Conservare la fertilità in caso di tumore al testicolo

Come coniugare cura e possibilità di procreazione negli uomini colpiti da cancro

Il tumore del testicolo è fortunatamente un'eventualità piuttosto rara, dal momento che la sua incidenza si attesta attorno all'1,5 per cento di tutti i tumori maschili. Le cause che generano un cancro ai testicoli possono essere diverse, innanzitutto il criptorchidismo, ovvero l'incapacità di uno dei testicoli di scendere nello scroto, rimanendo pertanto nell'addome o nell'inguine.
Il disturbo aumenta di 40 volte la possibilità che si prefiguri una neoplasia in sede testicolare, con una maggiore probabilità se il testicolo rimane nell'addome. Il tumore al testicolo è spesso associato al morbo di Hodgkin, con il quale condivide un'attività atipica dell'epitelio seminale. Un altro fattore di rischio è associato alla sindrome di Klinefelter, determinata da un difetto dei cromosomi sessuali.

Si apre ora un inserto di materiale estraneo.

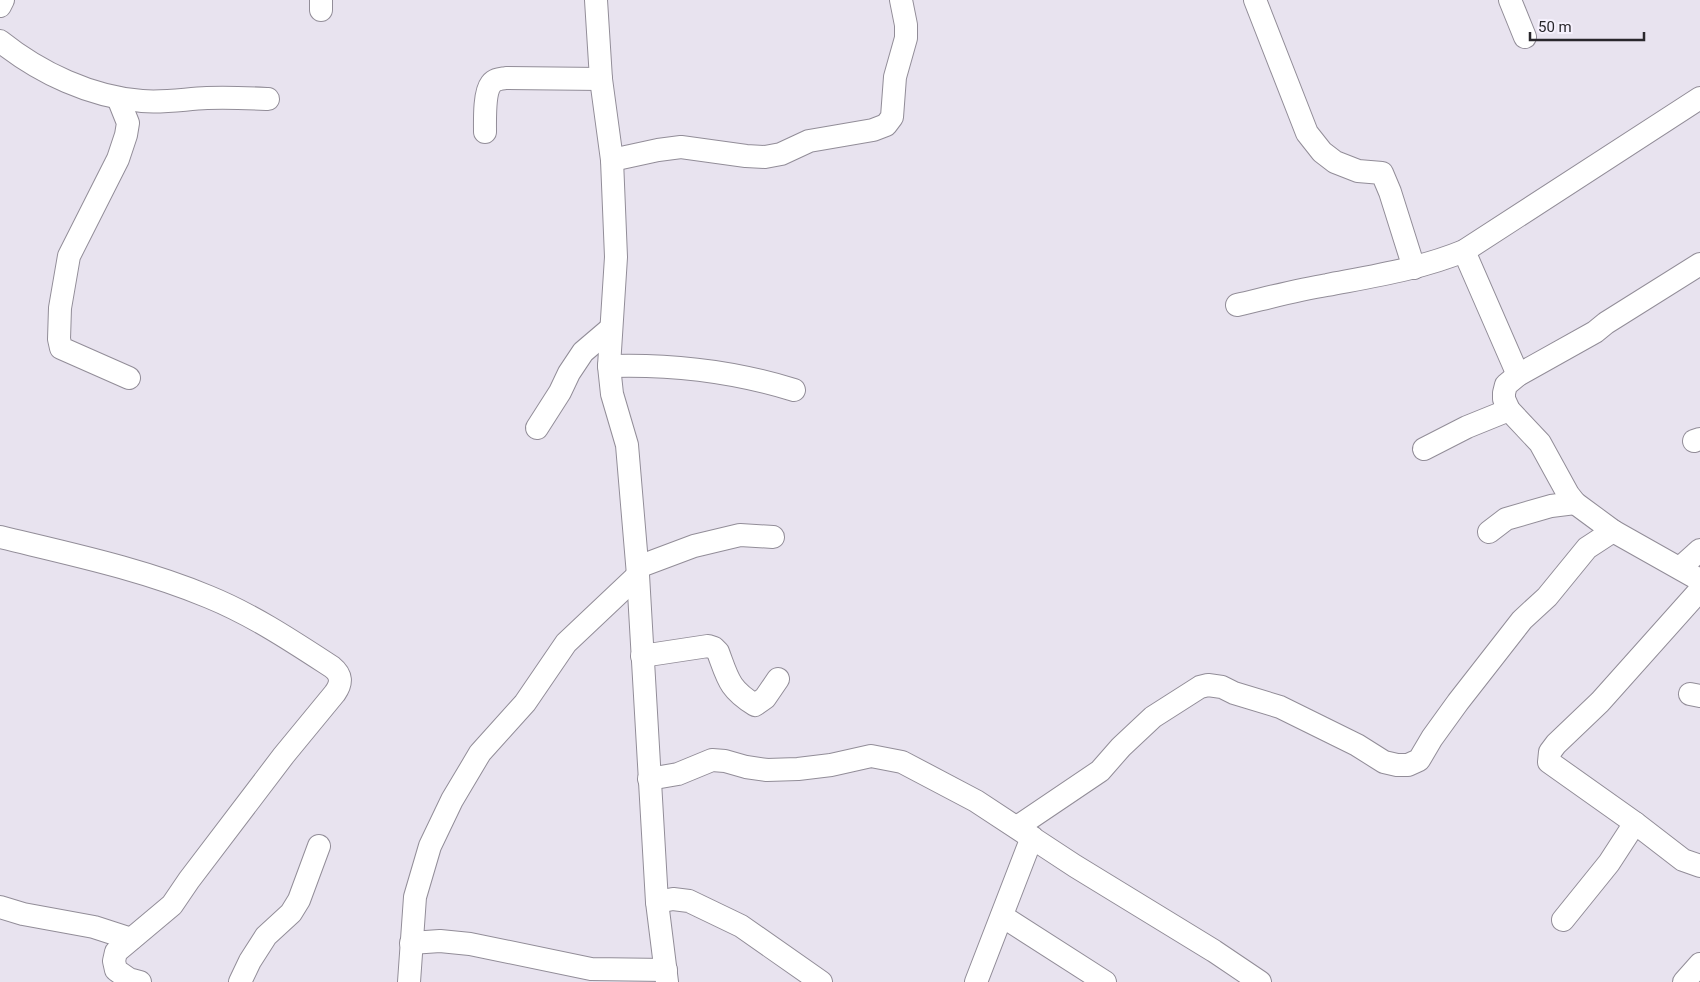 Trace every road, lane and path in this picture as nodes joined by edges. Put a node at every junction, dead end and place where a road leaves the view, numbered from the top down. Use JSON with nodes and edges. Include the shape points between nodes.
{"nodes":[{"id":1,"x":3,"y":0,"type":"edge"},
{"id":2,"x":596,"y":0,"type":"edge"},
{"id":3,"x":901,"y":0,"type":"edge"},
{"id":4,"x":1254,"y":0,"type":"edge"},
{"id":5,"x":1510,"y":0,"type":"edge"},
{"id":6,"x":0,"y":6,"type":"edge"},
{"id":7,"x":1525,"y":37,"type":"dead end"},
{"id":8,"x":0,"y":41,"type":"edge"},
{"id":9,"x":601,"y":79,"type":"junction"},
{"id":10,"x":118,"y":98,"type":"junction"},
{"id":11,"x":1700,"y":98,"type":"edge"},
{"id":12,"x":268,"y":99,"type":"dead end"},
{"id":13,"x":484,"y":132,"type":"dead end"},
{"id":14,"x":612,"y":160,"type":"junction"},
{"id":15,"x":1464,"y":251,"type":"junction"},
{"id":16,"x":1700,"y":264,"type":"edge"},
{"id":17,"x":1414,"y":268,"type":"junction"},
{"id":18,"x":1237,"y":305,"type":"dead end"},
{"id":19,"x":610,"y":329,"type":"junction"},
{"id":20,"x":609,"y":366,"type":"junction"},
{"id":21,"x":1518,"y":375,"type":"junction"},
{"id":22,"x":128,"y":378,"type":"dead end"},
{"id":23,"x":794,"y":390,"type":"dead end"},
{"id":24,"x":1509,"y":410,"type":"junction"},
{"id":25,"x":538,"y":428,"type":"dead end"},
{"id":26,"x":1424,"y":449,"type":"dead end"},
{"id":27,"x":1575,"y":503,"type":"junction"},
{"id":28,"x":1613,"y":531,"type":"junction"},
{"id":29,"x":1489,"y":532,"type":"dead end"},
{"id":30,"x":0,"y":537,"type":"edge"},
{"id":31,"x":773,"y":537,"type":"dead end"},
{"id":32,"x":1700,"y":550,"type":"edge"},
{"id":33,"x":1680,"y":568,"type":"junction"},
{"id":34,"x":638,"y":571,"type":"junction"},
{"id":35,"x":1700,"y":580,"type":"edge"},
{"id":36,"x":1700,"y":590,"type":"edge"},
{"id":37,"x":642,"y":656,"type":"junction"},
{"id":38,"x":778,"y":679,"type":"dead end"},
{"id":39,"x":650,"y":779,"type":"junction"},
{"id":40,"x":1635,"y":823,"type":"junction"},
{"id":41,"x":1024,"y":832,"type":"junction"},
{"id":42,"x":319,"y":846,"type":"dead end"},
{"id":43,"x":1700,"y":866,"type":"edge"},
{"id":44,"x":657,"y":902,"type":"junction"},
{"id":45,"x":0,"y":907,"type":"edge"},
{"id":46,"x":1002,"y":916,"type":"junction"},
{"id":47,"x":1563,"y":920,"type":"dead end"},
{"id":48,"x":131,"y":939,"type":"junction"},
{"id":49,"x":411,"y":943,"type":"junction"},
{"id":50,"x":1700,"y":964,"type":"edge"},
{"id":51,"x":667,"y":976,"type":"edge"},
{"id":52,"x":140,"y":982,"type":"edge"},
{"id":53,"x":240,"y":982,"type":"edge"},
{"id":54,"x":409,"y":982,"type":"edge"},
{"id":55,"x":821,"y":982,"type":"edge"},
{"id":56,"x":976,"y":982,"type":"edge"},
{"id":57,"x":1105,"y":982,"type":"edge"},
{"id":58,"x":1260,"y":982,"type":"edge"},
{"id":59,"x":1684,"y":982,"type":"edge"}],
"edges":[{"from":1,"to":6,"type":"street"},
{"from":2,"to":9,"type":"street"},
{"from":3,"to":14,"type":"street","via":[[906,38],[895,77],[892,117],[886,125],[809,141],[781,154],[746,156],[681,147]]},
{"from":4,"to":17,"type":"street","via":[[1307,133],[1335,162],[1358,171],[1382,173]]},
{"from":5,"to":7,"type":"street"},
{"from":8,"to":10,"type":"street","via":[[57,77]]},
{"from":9,"to":13,"type":"street","via":[[496,80],[488,92]]},
{"from":9,"to":14,"type":"street"},
{"from":10,"to":12,"type":"street","via":[[142,101],[236,97]]},
{"from":10,"to":22,"type":"street","via":[[128,123],[126,134],[118,159],[69,256],[60,308],[59,340],[61,348]]},
{"from":11,"to":15,"type":"street"},
{"from":14,"to":19,"type":"street","via":[[616,257]]},
{"from":15,"to":17,"type":"street"},
{"from":15,"to":21,"type":"street"},
{"from":16,"to":21,"type":"street","via":[[1595,332]]},
{"from":17,"to":18,"type":"street"},
{"from":19,"to":20,"type":"street"},
{"from":19,"to":25,"type":"street","via":[[583,352]]},
{"from":20,"to":23,"type":"street","via":[[710,370]]},
{"from":20,"to":34,"type":"street","via":[[612,394],[628,445]]},
{"from":21,"to":24,"type":"street","via":[[1506,385],[1504,392]]},
{"from":24,"to":26,"type":"street"},
{"from":24,"to":27,"type":"street","via":[[1540,443]]},
{"from":27,"to":28,"type":"street"},
{"from":27,"to":29,"type":"street","via":[[1506,519]]},
{"from":28,"to":33,"type":"street"},
{"from":28,"to":41,"type":"street","via":[[1587,548],[1522,620],[1458,702],[1419,760],[1408,765],[1384,762],[1280,707],[1208,685],[1153,717],[1100,771]]},
{"from":30,"to":48,"type":"street","via":[[132,570],[211,597],[277,630],[332,667],[340,676],[340,686],[335,693],[284,755],[172,905]]},
{"from":31,"to":34,"type":"street","via":[[740,535],[694,546]]},
{"from":32,"to":33,"type":"street"},
{"from":33,"to":35,"type":"street"},
{"from":34,"to":37,"type":"street"},
{"from":34,"to":49,"type":"street","via":[[566,643],[525,703],[480,753],[430,846],[415,898]]},
{"from":36,"to":40,"type":"street","via":[[1600,702],[1550,752],[1548,762]]},
{"from":37,"to":38,"type":"street","via":[[708,646],[714,648],[731,686],[755,705],[765,698]]},
{"from":37,"to":39,"type":"street"},
{"from":39,"to":41,"type":"street","via":[[678,774],[712,760],[767,770],[831,765],[871,756],[902,762],[976,801]]},
{"from":39,"to":44,"type":"street"},
{"from":40,"to":43,"type":"street","via":[[1683,860]]},
{"from":40,"to":47,"type":"street","via":[[1609,863]]},
{"from":41,"to":46,"type":"street"},
{"from":41,"to":58,"type":"street"},
{"from":42,"to":53,"type":"street","via":[[291,913],[266,936]]},
{"from":44,"to":51,"type":"street"},
{"from":44,"to":55,"type":"street","via":[[689,900],[741,926]]},
{"from":45,"to":48,"type":"street","via":[[94,926]]},
{"from":46,"to":56,"type":"street"},
{"from":46,"to":57,"type":"street"},
{"from":48,"to":52,"type":"street","via":[[116,952],[114,966],[118,973]]},
{"from":49,"to":51,"type":"street","via":[[470,944],[591,969]]},
{"from":49,"to":54,"type":"street"},
{"from":50,"to":59,"type":"street"}]}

Le possibilità terapeutiche sono essenzialmente tre, ovvero radioterapia, chemioterapia e orchiectomia, ovvero l'asportazione del testicolo colpito. In ogni caso, vi sono dei rischi evidenti sulle possibilità di procreazione futura dell'uomo affetto da questo tipo di cancro. Nella radioterapia, le cellule dell'epitelio germinale possono essere danneggiate anche a dosi ridotte, e si registrano mutazioni a carico degli spermatogoni, vale a dire le cellule da cui derivano gli spermatozoi. Il numero di questi ultimi scende in maniera significativa con una terapia che preveda dosi di 4 fino a 6 Gy (Gy sta per Gray, ovvero la dose di radiazione assorbita). Per quanto riguarda le cellule di Leydig, che sottintendono alla produzione di testosterone, si rivelano più resistenti delle altre e il livello dell'ormone rimane stabile perlomeno fino a dosi di radiazioni molto alte (30 Gy).
La chemioterapia ha un effetto anche peggiore sulla fertilità dell'uomo producendo spesso un'azoospermia prolungata se non addirittura l'infertilità permanente. Di contro, va detto che l'introduzione dei farmaci chemioterapici più innovativi a partire dagli anni Novanta ha completamente invertito il rapporto fra incidenza e mortalità in questo tipo di cancro, considerato che nel 1970 il 90 per cento dei pazienti colpiti da cancro al testicolo era destinato a morire, mentre oggi la stessa percentuale di uomini sopravvive alla malattia.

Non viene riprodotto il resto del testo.